Guest blog Heterotaxy Syndrome part 2

Guest blog by Norah's Mummy - part 2

Guest blog by Norah’s Mummy – part 2

I spent a lot of my pregnancy mourning the child I was expecting to have and grieving the situation we were in. Any minute I’d wake up from the nightmare because surely this couldn’t be my actual life. None of it seemed fair and none of it made sense. Because of this I was worried that once she was here those feelings wouldn’t go away and I’d struggle to bond with her. I was really lucky to have loads of support from the Perinatal Mental Health team which started soon after Norahs diagnosis and continued for just over a year which made a huge difference to my feelings around Norahs condition..

That said it’s definitely not been easy and there have been lots of ups and downs. Norah defied all expectations and after months of talks about what NICU would look like and how long she’d need to spend in there, she moved over to transitional care less than 24 hours after birth! I had mentally psyched myself up for how we would navigate being apart from her and suddenly she was being moved into a side room with me to establish feeding. I was overjoyed and terrified! I lost track of how many times I called my buzzer that first night for someone to come and check if she was alright!

Two days after she was born she had a contrast dye ultrasound done of her abdomen to find out more about the malrotation of her stomach and bowel. During this ultrasound they discovered that Norah also didn’t have a visible gallbladder, which was concerning as children with heterotaxy are at an increased risk of Biliary Atresia and a lack of a gallbladder could be an indicator of this. This had been one of our biggest worries during the pregnancy and it felt as if it was all becoming real.

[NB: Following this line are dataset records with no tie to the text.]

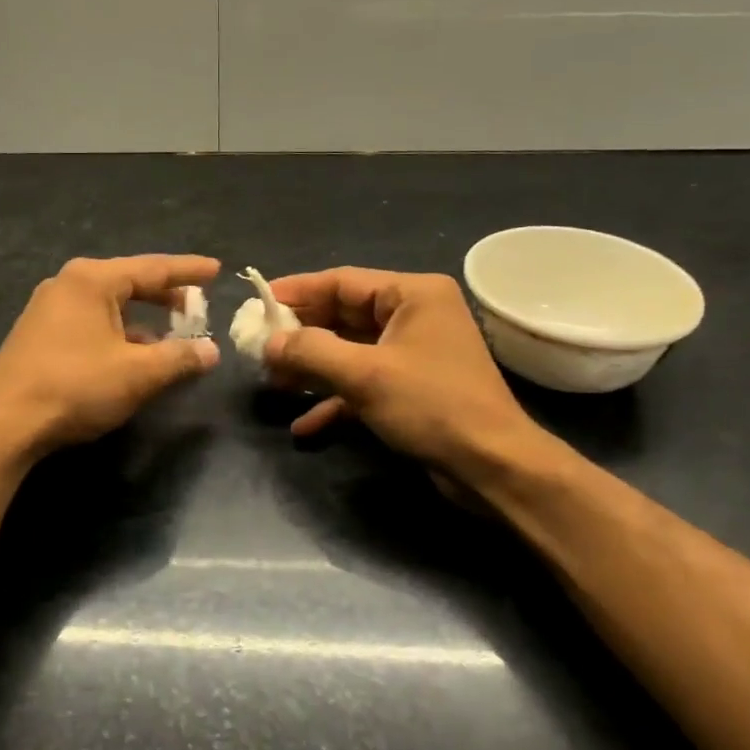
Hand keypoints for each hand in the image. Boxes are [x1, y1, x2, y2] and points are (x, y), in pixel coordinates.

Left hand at [0, 255, 220, 456]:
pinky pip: (90, 322)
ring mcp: (48, 308)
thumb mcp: (138, 373)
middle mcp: (68, 284)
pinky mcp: (39, 334)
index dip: (188, 270)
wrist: (4, 423)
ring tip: (170, 336)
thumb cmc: (75, 386)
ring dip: (141, 319)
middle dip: (164, 295)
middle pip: (129, 282)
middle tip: (196, 304)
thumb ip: (179, 358)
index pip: (153, 267)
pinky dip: (117, 332)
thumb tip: (211, 351)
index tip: (216, 269)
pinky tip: (131, 357)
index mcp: (93, 280)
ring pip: (108, 305)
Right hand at [263, 268, 543, 478]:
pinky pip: (363, 382)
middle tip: (257, 345)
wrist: (493, 467)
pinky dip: (335, 398)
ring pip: (350, 350)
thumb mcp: (365, 375)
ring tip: (272, 381)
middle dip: (301, 334)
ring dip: (313, 367)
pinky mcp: (411, 387)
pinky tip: (304, 423)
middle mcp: (414, 315)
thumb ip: (310, 352)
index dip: (297, 291)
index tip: (256, 302)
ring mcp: (413, 352)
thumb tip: (267, 342)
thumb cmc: (432, 406)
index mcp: (413, 295)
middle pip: (343, 315)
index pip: (342, 282)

We were told that she could be discharged four days after she was born, but that we’d have to come back to the hospital weekly for blood tests to monitor her billarubin levels in consultation with Kings College due to the concern around biliary atresia. The first few weeks of her life were consumed with anxiety around blood test results and each time we thought she was in the clear Kings would ask for another test to check. I would carry her round the house looking at her in different lights to check if she had jaundice and after being told to look out for pale coloured poos (an indicator for liver problems) I developed a whole poo gallery on my phone to show the nurses at the hospital! I naively had thought that there’d be a simple test to check for biliary atresia but the tests and the anxiety went on and on. Finally it was decided that her billarubin levels were consistently normal and she wouldn’t need to come back for any further tests.

At three months old Norah had her first cardiology appointment with a cardiologist from Great Ormond street. We are really fortunate that he does outpatient appointments at the Norfolk and Norwich so we didn’t have far to travel, something we were very grateful for with a newborn! It was discovered that as well as the heart defects we were already aware of, she also has a small atrial septal defect, but he was unconcerned and the appointment was really positive. Her heart rhythm sounded completely as it should, despite having two left sides and he decided she only needed to be seen once a year as things were.

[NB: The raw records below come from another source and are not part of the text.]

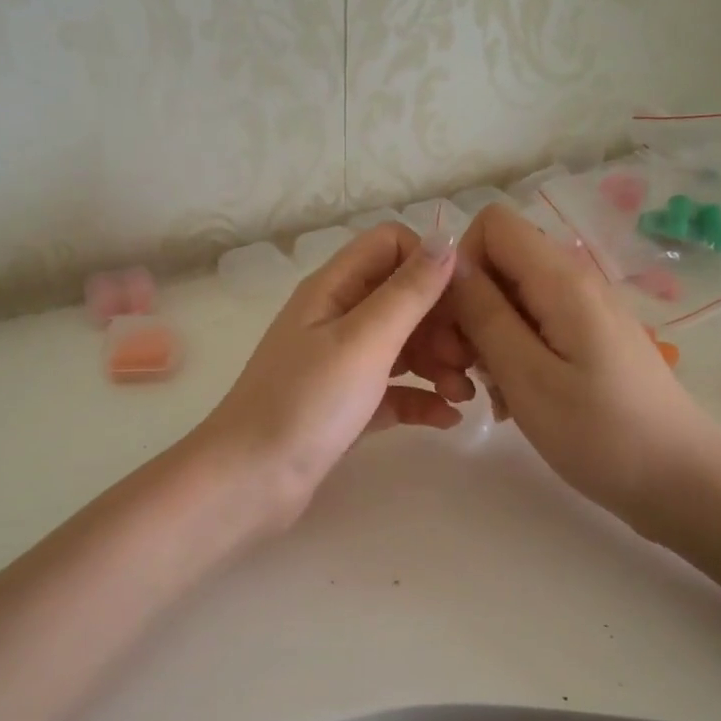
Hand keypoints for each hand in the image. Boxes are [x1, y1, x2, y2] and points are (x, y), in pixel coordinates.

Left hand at [197, 223, 475, 532]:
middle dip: (442, 322)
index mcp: (334, 289)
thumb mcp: (364, 340)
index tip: (464, 302)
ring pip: (402, 345)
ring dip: (439, 362)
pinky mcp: (347, 406)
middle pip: (403, 298)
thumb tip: (446, 240)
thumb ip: (408, 291)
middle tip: (469, 359)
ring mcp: (340, 364)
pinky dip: (422, 398)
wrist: (251, 481)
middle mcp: (337, 318)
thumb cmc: (307, 402)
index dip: (430, 264)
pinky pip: (394, 390)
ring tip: (465, 395)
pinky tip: (448, 418)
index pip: (390, 246)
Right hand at [448, 204, 718, 527]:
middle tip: (465, 369)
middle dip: (469, 307)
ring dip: (487, 337)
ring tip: (490, 392)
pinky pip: (534, 325)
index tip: (457, 321)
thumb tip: (451, 266)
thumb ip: (484, 314)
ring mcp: (584, 310)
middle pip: (499, 262)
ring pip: (512, 297)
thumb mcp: (527, 377)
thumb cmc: (600, 433)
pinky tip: (514, 398)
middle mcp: (574, 280)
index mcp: (561, 279)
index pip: (492, 223)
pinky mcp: (589, 337)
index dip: (463, 264)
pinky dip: (512, 354)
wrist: (680, 481)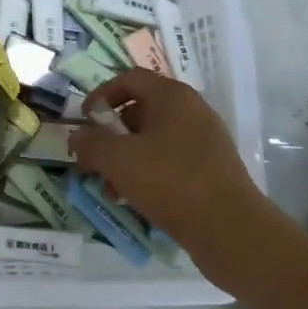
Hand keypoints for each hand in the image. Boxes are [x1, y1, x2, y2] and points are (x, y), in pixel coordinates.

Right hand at [70, 69, 260, 247]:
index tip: (85, 122)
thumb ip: (90, 143)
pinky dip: (146, 175)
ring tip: (109, 188)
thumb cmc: (170, 181)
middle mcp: (191, 111)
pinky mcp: (210, 170)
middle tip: (91, 160)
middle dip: (110, 135)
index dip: (101, 95)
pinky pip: (168, 163)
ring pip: (152, 141)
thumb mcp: (117, 159)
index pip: (129, 79)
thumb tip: (77, 137)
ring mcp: (204, 142)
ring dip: (124, 160)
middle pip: (139, 111)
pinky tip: (133, 200)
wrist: (230, 229)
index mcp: (172, 96)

During this appointment we also discovered that Norah has two left lungs which we hadn’t expected but apparently is very typical with left atrial isomerism- the ‘type’ of heterotaxy Norah has. It was great to be able to talk to someone with more knowledge of Norahs condition. As wonderful at the NNUH have been their knowledge of managing Norahs condition has been limited and I have had to do a lot of research myself and push for referrals and treatment I believe she needs. During my pregnancy I connected with a really great Facebook group of other parents who have children with heterotaxy and this has been invaluable for finding out how other children are looked after.. Norah has polysplenia which means she has several small spleens which may or may not work. The spleen plays an important part in the immune system and as such Norah is classed as immunocompromised. I had done a lot of research into this after speaking to other parents in the group and questioned whether Norah should be on a daily prophylactic dose of antibiotics, something which her cardiologist confirmed to be correct and was only put into place following this appointment. It has definitely made me question everything and given me the confidence to advocate for what she needs.

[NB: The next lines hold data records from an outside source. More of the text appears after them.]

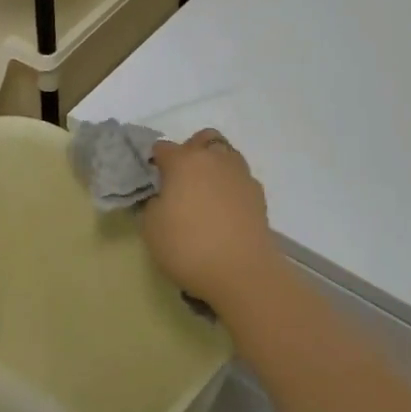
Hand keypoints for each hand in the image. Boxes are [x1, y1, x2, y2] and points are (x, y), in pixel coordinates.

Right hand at [144, 130, 280, 312]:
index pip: (164, 148)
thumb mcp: (151, 227)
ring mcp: (240, 175)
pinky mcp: (259, 195)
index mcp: (184, 161)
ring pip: (226, 155)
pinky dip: (230, 187)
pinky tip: (224, 209)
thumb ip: (154, 203)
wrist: (242, 272)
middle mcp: (214, 160)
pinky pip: (240, 179)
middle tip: (181, 178)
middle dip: (191, 151)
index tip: (153, 179)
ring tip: (205, 192)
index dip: (155, 161)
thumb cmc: (187, 246)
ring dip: (214, 165)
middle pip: (203, 139)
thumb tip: (164, 197)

So far Norah has managed to avoid any surgery on her stomach and bowel. With the malrotation she will always be at an increased risk of volvulvus which would require emergency surgery and we have to look out for signs of this which would be extreme pain and/or green vomit. It amazes us that she can have so much going on inside her but somehow she’s making it work for her.

I still feel grief over Norahs diagnosis. It is unfair. It’s unfair that children get sick. It’s unfair that this has happened to us. It’s unfair that we have this huge worry and uncertainty hanging over us. And to an extent those feelings will always exist. But we also had the choice to let go of the expectations around what pregnancy, birth and parenthood ‘should’ look like and embrace the only version of our daughter that exists. Her heterotaxy is part of her and she wouldn’t exist without it. We have to try and quiet that mindset and enjoy her, diagnosis and all.